Herr Präsident! Meine Damen und Herren! Lassen Sie mich nur zwei kurze Anmerkungen machen. Wir werden für diesen Antrag beziehungsweise für unsere Forderung eine breite Unterstützung benötigen. Wir erhalten sie in Schleswig-Holstein durch den Initiativkreis Kaliningrad. Die Aufgaben des Lenkungsausschusses übernimmt ja der Europaausschuss. Wir sind also nahe dran. Diesem Initiativkreis gehören bisher 70 Vereine und Verbände in SchleswigHolstein an, die ausschließlich die Kooperation mit Kaliningrad pflegen. Sie sind auf diese Regelung angewiesen.
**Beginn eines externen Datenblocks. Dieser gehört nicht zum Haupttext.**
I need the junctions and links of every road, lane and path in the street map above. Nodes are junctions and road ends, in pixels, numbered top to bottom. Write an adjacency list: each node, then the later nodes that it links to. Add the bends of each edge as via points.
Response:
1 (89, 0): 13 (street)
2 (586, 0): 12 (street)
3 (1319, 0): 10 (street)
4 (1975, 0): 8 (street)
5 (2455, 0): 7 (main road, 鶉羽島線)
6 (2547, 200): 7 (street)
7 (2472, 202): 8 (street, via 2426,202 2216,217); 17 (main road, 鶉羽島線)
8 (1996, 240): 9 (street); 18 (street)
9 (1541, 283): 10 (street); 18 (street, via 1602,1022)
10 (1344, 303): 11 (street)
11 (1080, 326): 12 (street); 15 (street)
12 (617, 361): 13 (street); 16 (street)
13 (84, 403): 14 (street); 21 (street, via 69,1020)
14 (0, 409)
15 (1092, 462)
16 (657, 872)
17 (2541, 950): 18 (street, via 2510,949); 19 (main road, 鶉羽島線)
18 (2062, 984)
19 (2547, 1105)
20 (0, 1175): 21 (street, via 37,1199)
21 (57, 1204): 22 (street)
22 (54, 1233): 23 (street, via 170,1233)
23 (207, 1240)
(Beifall bei BÜNDNIS 90/DIE GRÜNEN)

Deswegen brauchen wir heute diese Entscheidung.

Lassen Sie mich zum Schluss meines kurzen Beitrages einen Vorschlag machen. Ich möchte Ihnen gern

vorschlagen, dass wir die Initiative betreffend die konsularische Vertretung in Kaliningrad zu einer norddeutschen Initiative machen, dass aus diesem Parlament heraus der Wunsch an die anderen norddeutschen Parlamente herangetragen wird, unsere Forderung zu unterstützen. Ich denke, eine Formulierung wie: „Norddeutschland für Kaliningrad“ wäre ein gutes Motto. Insofern hoffe ich auf Ihre Zustimmung zu diesem Vorschlag.

(Beifall im ganzen Haus)

Für die Landesregierung erteile ich jetzt Frau Ministerpräsidentin Simonis das Wort.

Herr Präsident! Meine sehr verehrten Damen und Herren! Natürlich kann man anschließend die norddeutschen Länder fragen, ob sie mitmachen wollen. Aber dafür müssen wir wissen, was wir anbieten können und was andere anbieten können, damit das nicht sozusagen zum Doppellauf wird.
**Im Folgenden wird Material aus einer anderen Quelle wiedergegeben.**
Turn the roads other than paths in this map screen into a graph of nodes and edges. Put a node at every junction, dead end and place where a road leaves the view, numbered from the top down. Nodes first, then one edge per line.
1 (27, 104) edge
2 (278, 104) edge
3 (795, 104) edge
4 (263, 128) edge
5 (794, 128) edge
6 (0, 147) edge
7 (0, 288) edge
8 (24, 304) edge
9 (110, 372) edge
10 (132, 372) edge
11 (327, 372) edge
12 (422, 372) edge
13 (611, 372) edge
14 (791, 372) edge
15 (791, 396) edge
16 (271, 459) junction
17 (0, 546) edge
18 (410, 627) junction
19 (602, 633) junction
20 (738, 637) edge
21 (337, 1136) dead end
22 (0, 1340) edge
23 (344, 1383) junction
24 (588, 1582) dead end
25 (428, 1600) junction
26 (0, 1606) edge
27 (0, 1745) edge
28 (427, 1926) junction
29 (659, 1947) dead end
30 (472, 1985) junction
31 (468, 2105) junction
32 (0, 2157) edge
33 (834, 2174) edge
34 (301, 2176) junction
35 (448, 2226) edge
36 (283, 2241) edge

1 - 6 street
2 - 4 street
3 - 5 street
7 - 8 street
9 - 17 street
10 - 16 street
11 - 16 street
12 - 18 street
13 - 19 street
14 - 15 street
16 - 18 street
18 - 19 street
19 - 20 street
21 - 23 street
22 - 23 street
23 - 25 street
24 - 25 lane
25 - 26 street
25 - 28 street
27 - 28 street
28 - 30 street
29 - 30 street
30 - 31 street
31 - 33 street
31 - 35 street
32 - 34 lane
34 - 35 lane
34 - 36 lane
(Beifall des Abgeordneten Dr. Heiner Garg [FDP])

Aber ich denke, das Problem wird durch die Kollegen in den Landtagen und auf der Regierungsebene zu lösen sein.

Meine sehr verehrten Damen und Herren, die Ostseeregion steht vor einer grundlegenden Veränderung. Im Mai 2004 werden die baltischen Staaten und Polen, soweit dies ihre Bevölkerung in den Referenden so ausdrückt, Mitglied der Europäischen Union. Dann haben wir die Ostsee als europäisches Binnenmeer.

Damit rückt aber bei allem Jubel über das, was erreicht ist, die geopolitische Situation des russischen Gebiets Kaliningrad in den Mittelpunkt der Aufmerksamkeit, und zwar nicht immer nur positiv, sondern auch mit den Gefahren und den Gefährdungen. Wir haben uns darüber Gedanken zu machen. Kaliningrad wird nämlich nach seiner eigenen Einschätzung zu einer russischen Enklave inmitten einer erweiterten Europäischen Union. Es wird de facto eine, solange die Visumpflicht noch besteht. Das bedeutet - darauf hat die Frau Abgeordnete Kötschau hingewiesen -, dass die Bewohner von Kaliningrad nach Moskau oder Petersburg fahren müssen, wenn sie ein Visum für die Bundesrepublik brauchen, was wiederum voraussetzt, dass sie ein Visum für die Durchreise bekommen. Das hat natürlich, wie wir uns vorstellen können, zu heftigen Reaktionen geführt, die zum Teil auch nachfühlbar sind.

(Ministerpräsidentin Heide Simonis)

Auch die Vorstellung, mit Schweden gemeinsam Abhilfe zu schaffen und das in einem Generalkonsulat gemeinsam zu lösen, das heißt, die Fahrerei zu erleichtern, ist in Russland heftig abgelehnt worden, weil ihnen das unbekannt ist.

Das heißt also, wir müssen Vorschläge machen, die weit über das hinausgehen, was Reiseerleichterungen oder die Frage angeht, wie man schnell ein Visum ausstellen kann. Wir müssen - das klang bei allen Rednern an - Lösungen anbieten, die den Menschen in Russland und in Kaliningrad Vorstellungen darüber eröffnen, wie sie in einem solchen Europa leben wollen und dass es sich, was die Erweiterungspläne angeht, lohnt, mit dabei zu sein und sich nicht eingezingelt oder abgeriegelt zu fühlen. Das wird ein schwieriger Weg.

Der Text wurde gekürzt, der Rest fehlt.